To add files, create a temporary pod using the wmla_pod_working.yaml file.

Procedure

  1. Obtain the wmla_pod_working.yaml file from https://github.com/IBM/wmla-assets/blob/master/dli-learning-path/movie-recommendation-use-case/wmla_pod_working.yaml
  2. Switch to the WML Accelerator namespace.
  3. Create a temporary pod using the wmla_pod_working.yaml file.

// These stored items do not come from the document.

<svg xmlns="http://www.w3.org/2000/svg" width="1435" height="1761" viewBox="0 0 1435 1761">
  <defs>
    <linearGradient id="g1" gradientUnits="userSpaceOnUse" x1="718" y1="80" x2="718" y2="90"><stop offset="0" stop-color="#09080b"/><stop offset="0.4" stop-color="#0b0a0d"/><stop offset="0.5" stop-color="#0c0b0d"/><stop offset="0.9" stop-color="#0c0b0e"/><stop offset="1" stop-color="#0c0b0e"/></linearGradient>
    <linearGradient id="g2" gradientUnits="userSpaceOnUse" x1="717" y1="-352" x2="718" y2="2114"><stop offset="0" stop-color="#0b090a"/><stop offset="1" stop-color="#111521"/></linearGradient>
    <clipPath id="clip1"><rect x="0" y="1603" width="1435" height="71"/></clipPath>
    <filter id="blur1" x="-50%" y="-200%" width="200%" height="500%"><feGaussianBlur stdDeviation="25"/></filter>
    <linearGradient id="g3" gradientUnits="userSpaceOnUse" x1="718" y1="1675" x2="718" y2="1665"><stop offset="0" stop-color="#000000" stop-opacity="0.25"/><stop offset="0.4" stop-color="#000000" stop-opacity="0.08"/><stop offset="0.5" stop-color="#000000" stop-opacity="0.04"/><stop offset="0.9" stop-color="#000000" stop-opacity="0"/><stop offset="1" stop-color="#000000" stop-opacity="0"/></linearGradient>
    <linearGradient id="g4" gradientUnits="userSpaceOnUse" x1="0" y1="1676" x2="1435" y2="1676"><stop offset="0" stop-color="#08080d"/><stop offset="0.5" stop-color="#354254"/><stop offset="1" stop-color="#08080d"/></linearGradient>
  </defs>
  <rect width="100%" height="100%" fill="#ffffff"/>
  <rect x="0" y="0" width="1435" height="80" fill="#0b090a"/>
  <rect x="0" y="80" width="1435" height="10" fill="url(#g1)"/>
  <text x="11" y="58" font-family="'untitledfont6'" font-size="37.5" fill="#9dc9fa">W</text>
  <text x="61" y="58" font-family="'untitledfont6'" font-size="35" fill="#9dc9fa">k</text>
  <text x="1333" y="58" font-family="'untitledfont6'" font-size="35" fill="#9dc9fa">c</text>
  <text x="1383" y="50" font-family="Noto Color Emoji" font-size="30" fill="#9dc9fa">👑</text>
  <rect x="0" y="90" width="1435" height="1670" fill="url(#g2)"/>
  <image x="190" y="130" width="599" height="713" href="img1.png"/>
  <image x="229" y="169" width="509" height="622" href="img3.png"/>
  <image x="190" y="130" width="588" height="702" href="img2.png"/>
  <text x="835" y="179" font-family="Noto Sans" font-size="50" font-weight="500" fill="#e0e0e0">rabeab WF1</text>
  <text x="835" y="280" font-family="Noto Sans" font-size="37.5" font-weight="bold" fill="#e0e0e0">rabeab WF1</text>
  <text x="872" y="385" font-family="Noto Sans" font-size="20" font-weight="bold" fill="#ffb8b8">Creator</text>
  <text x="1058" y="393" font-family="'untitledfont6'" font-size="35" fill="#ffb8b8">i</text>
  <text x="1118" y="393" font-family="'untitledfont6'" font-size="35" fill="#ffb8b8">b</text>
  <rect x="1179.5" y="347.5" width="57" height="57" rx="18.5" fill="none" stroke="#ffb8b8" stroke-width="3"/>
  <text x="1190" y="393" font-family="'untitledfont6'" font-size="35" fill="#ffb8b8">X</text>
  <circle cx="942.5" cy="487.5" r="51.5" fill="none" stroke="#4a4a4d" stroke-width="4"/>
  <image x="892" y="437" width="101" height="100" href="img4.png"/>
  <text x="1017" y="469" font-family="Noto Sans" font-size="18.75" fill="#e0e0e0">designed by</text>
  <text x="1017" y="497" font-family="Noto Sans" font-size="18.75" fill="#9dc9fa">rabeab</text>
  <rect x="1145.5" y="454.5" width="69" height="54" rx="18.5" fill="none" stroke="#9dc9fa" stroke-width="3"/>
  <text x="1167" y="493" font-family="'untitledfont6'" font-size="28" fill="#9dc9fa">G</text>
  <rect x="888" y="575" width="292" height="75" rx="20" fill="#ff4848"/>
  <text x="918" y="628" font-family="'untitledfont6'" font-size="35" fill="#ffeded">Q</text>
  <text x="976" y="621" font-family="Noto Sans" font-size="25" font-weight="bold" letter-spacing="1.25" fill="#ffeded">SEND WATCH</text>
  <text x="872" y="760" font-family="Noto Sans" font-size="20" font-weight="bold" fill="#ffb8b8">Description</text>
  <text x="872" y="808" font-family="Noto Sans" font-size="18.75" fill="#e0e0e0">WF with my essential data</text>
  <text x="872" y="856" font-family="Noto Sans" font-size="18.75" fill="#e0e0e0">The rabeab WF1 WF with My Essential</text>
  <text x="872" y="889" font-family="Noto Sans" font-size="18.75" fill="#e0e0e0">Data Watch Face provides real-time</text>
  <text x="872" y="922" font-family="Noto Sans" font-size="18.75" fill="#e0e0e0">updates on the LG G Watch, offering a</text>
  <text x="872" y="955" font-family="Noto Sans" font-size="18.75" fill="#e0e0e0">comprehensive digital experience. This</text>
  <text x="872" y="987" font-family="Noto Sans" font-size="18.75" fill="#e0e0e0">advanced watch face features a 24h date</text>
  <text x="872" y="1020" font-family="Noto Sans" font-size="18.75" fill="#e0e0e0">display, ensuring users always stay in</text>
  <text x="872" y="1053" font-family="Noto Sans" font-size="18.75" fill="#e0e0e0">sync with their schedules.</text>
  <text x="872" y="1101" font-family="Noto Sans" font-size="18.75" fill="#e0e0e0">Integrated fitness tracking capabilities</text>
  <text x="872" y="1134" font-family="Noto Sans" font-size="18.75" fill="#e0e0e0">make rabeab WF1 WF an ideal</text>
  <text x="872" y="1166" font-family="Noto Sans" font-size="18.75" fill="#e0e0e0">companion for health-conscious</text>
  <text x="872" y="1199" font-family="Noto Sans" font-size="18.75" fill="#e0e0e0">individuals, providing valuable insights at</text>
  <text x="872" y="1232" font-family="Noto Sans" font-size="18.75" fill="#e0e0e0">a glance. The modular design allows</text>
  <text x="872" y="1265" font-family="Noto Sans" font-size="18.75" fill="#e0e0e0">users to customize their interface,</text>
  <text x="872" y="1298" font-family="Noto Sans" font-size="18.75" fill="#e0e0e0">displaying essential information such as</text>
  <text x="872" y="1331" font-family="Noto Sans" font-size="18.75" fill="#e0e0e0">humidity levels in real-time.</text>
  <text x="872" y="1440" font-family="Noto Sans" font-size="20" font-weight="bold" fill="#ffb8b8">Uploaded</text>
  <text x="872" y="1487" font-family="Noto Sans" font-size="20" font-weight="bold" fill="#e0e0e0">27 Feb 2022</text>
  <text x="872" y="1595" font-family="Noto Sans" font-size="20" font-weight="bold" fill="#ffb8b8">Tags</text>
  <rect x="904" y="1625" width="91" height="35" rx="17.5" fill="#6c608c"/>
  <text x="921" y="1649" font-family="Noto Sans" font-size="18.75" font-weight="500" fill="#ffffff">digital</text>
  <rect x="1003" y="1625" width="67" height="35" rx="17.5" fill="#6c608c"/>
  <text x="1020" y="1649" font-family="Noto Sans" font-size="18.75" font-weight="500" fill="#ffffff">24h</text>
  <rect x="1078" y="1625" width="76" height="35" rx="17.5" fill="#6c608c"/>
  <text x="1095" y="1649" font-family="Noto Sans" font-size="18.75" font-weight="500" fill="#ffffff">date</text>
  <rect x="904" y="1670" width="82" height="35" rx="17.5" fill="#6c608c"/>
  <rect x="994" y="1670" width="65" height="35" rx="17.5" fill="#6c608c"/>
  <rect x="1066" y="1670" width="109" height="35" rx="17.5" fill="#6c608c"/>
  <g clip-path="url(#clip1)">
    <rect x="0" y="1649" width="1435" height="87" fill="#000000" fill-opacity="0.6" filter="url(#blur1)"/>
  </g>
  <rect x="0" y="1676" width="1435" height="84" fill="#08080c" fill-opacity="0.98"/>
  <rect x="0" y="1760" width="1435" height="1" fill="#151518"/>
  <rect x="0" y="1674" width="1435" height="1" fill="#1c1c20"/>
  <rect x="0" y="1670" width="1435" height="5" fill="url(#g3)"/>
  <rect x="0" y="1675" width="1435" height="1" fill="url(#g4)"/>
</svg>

Using this file generates a pod named wmla-working-pod.
    oc create -f wmla_pod_working.yaml
  4. Verify that the wmla-working-pod pod is in Running state.
    oc get po |grep wmla-working-pod

  5. Log on to the pod.
    oc exec -it wmla-working-pod  bash
  6. Source and activate conda environment.
    bash-4.2# source /opt/anaconda3/bin/activate 
  7. Install wget and unzip.
    1. Install wget:
      conda install wget
    2. Install unzip:
      conda install unzip
  8. Go to dataset directory and download the dataset.
    (base) bash-4.2# cd /gpfs/mydatafs/
    
    
    (base) bash-4.2# wget https://github.com/IBM/wmla-assets/raw/master/dli-learning-path/datasets/pytorch-mnist-dataset.zip
    Will not apply HSTS. The HSTS database must be a regular and non-world-writable file.
    ERROR: could not open HSTS store at '/root/.wget-hsts'. HSTS will be disabled.
    --2021-03-30 20:42:25--  https://github.com/IBM/wmla-assets/raw/master/dli-learning-path/datasets/pytorch-mnist-dataset.zip
    Resolving github.com... 140.82.113.4
    Connecting to github.com|140.82.113.4|:443... connected.
    HTTP request sent, awaiting response... 302 Found
    Location: https://raw.githubusercontent.com/IBM/wmla-assets/master/dli-learning-path/datasets/pytorch-mnist-dataset.zip [following]
    --2021-03-30 20:42:25--  https://raw.githubusercontent.com/IBM/wmla-assets/master/dli-learning-path/datasets/pytorch-mnist-dataset.zip
    Resolving raw.githubusercontent.com... 185.199.108.133, 185.199.109.133, 185.199.110.133, ...
    Connecting to raw.githubusercontent.com|185.199.108.133|:443... connected.
    HTTP request sent, awaiting response... 200 OK
    Length: 23006288 (22M) [application/zip]
    Saving to: 'pytorch-mnist-dataset.zip'
    
    
    pytorch-mnist-dataset.zip       100%[=======================================================>]  21.94M  --.-KB/s    in 0.1s    
    
    
    2021-03-30 20:42:25 (217 MB/s) - 'pytorch-mnist-dataset.zip' saved [23006288/23006288]
  9. Unzip the dataset.
    (base) bash-4.2# unzip pytorch-mnist-dataset.zip 
    Archive:  pytorch-mnist-dataset.zip
    
    
    (base) bash-4.2# ls -tlr
    total 22572
    -rw-rw-rw-. 1 root       root       23006288 Mar 30 20:42 pytorch-mnist-dataset.zip
    drwxr-xr-x. 3 1000820000 1000820000     4096 Mar 30 20:43 pytorch-mnist

    From Experiment Builder enter "pytorch-mnist" in your data path.